VT420 Parser

A complete parser manual is also vailable.



With the increased popularity of PCs among the MIT community, one of the most needed networking applications is a secure telnet client for PCs. The VT420 parser I had been working on will be used by a new kerborized telnet client for DOS, Microsoft Windows, Windows NT, and Windows 95. The client is being developed by McGill University in Canada, and will be available to MIT once it is released. The source code for the parser, however, is available immediately.

The main job of the parser is, of course, to parse the data stream by identifying the ASCII characters and terminal commands and reporting them to the higher-level code. In order to identify the terminal commands, the parser has to match the data against the possible syntaxes the commands can have. The five types of command syntaxes in VT data stream are:

Both CSI and DCS sequences can have multiple optional parameters, and may have several commands combined in a single sequence. Finally, there are exceptions that do not fit in there five categories. In the total, the parser recognizes nearly 300 commands.

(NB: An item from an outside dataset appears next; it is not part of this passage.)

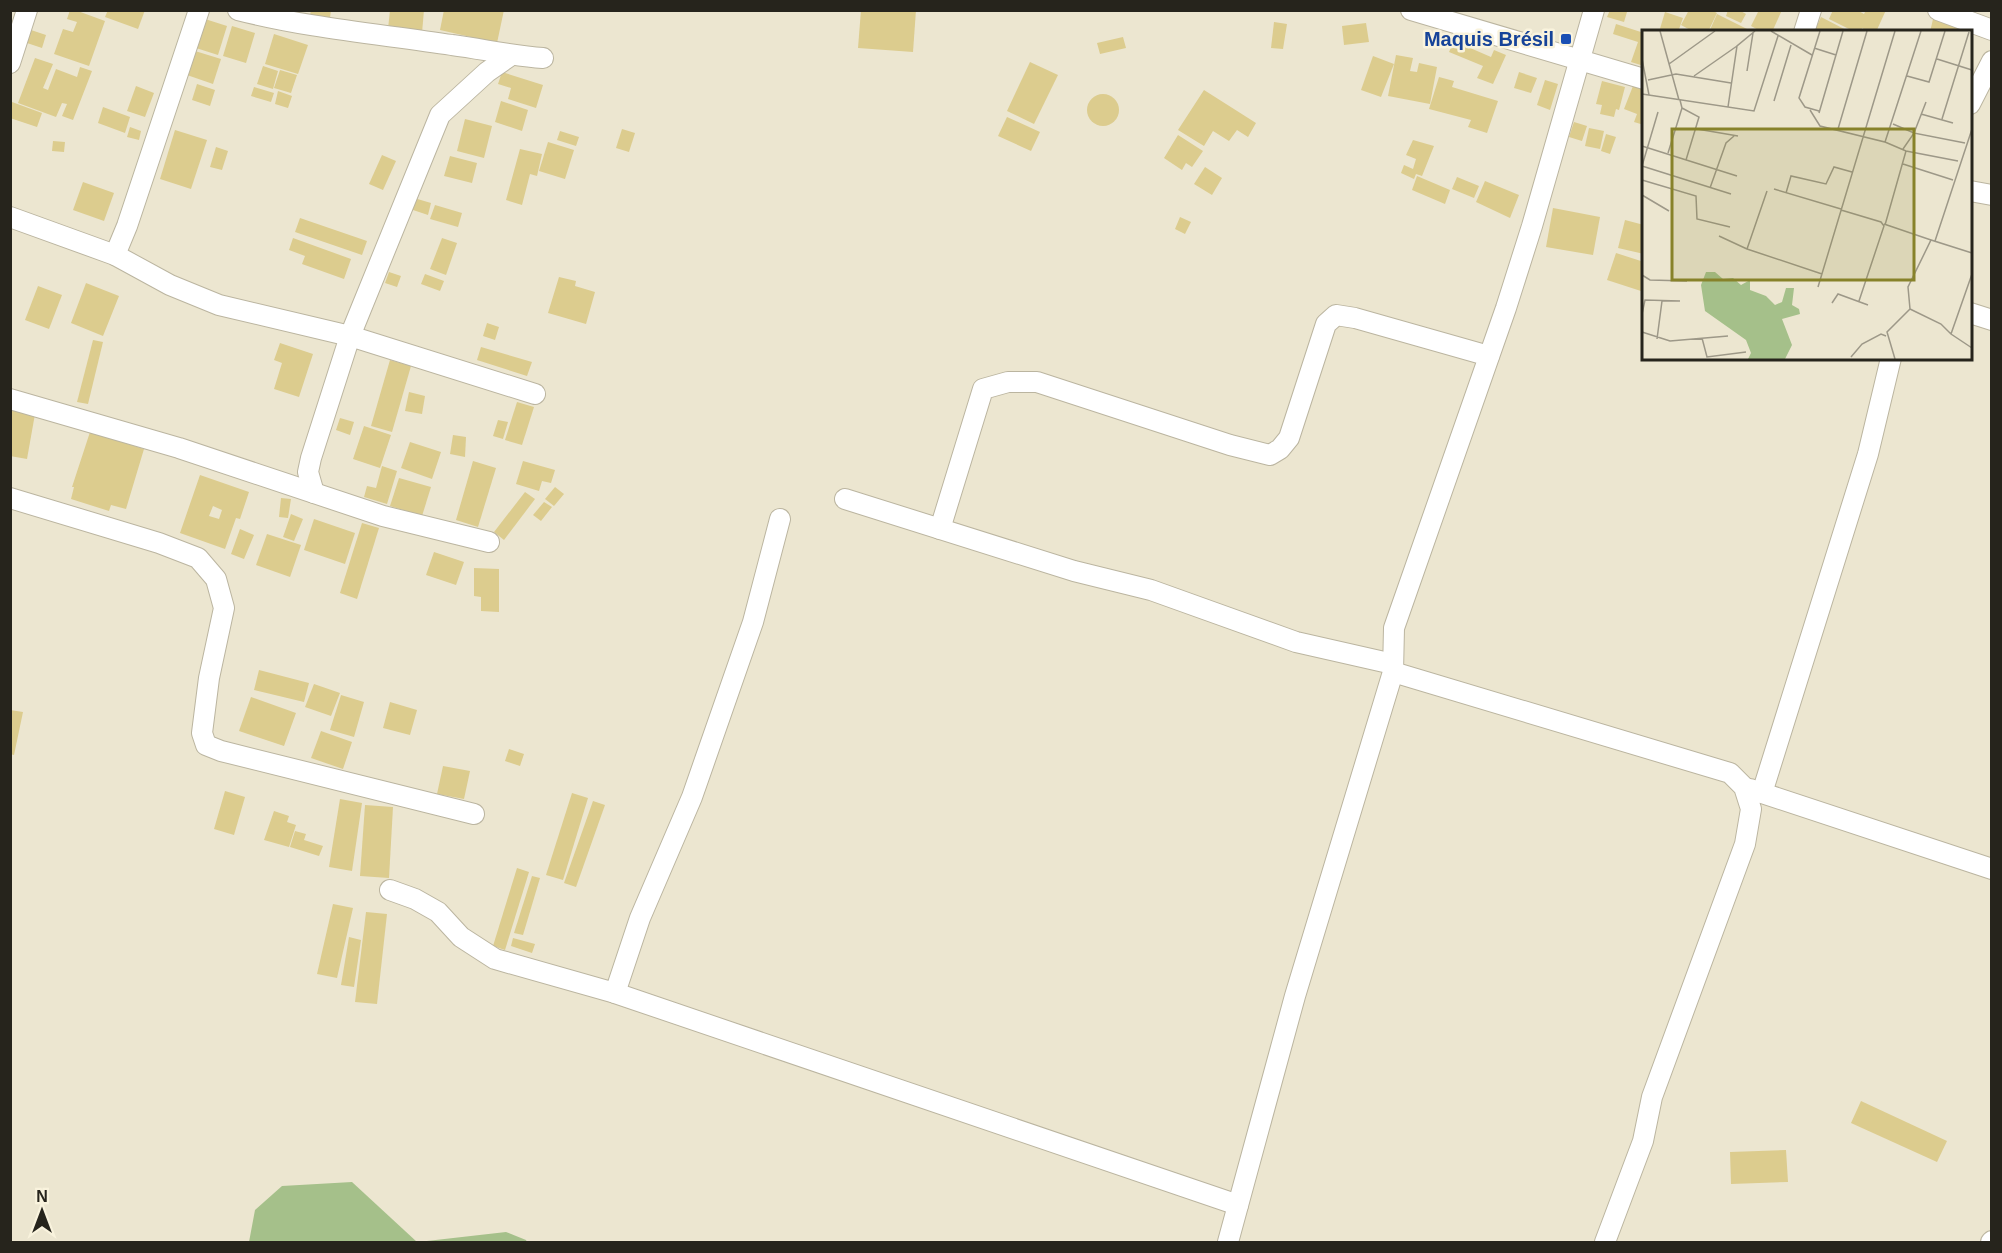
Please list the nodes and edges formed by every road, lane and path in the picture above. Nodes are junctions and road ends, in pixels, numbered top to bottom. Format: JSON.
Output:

An important issue is the integration of the parser in an application the way that allows parsing to occur while the data is being received. To satisfy this scheme, the parser has been implemented as a finite state machine that preserves its state between the calls. On each call the parser is presented with the a fragment of the data stream. If the parser has determined that a command sequence has been split across the data fragments, it will wait till the very last fragment of the sequence is passed to complete the parsing. By moving all essential state variables to a dynamically allocatable structure, this implementation of the parser is able to parse data streams from several independent processes concurrently.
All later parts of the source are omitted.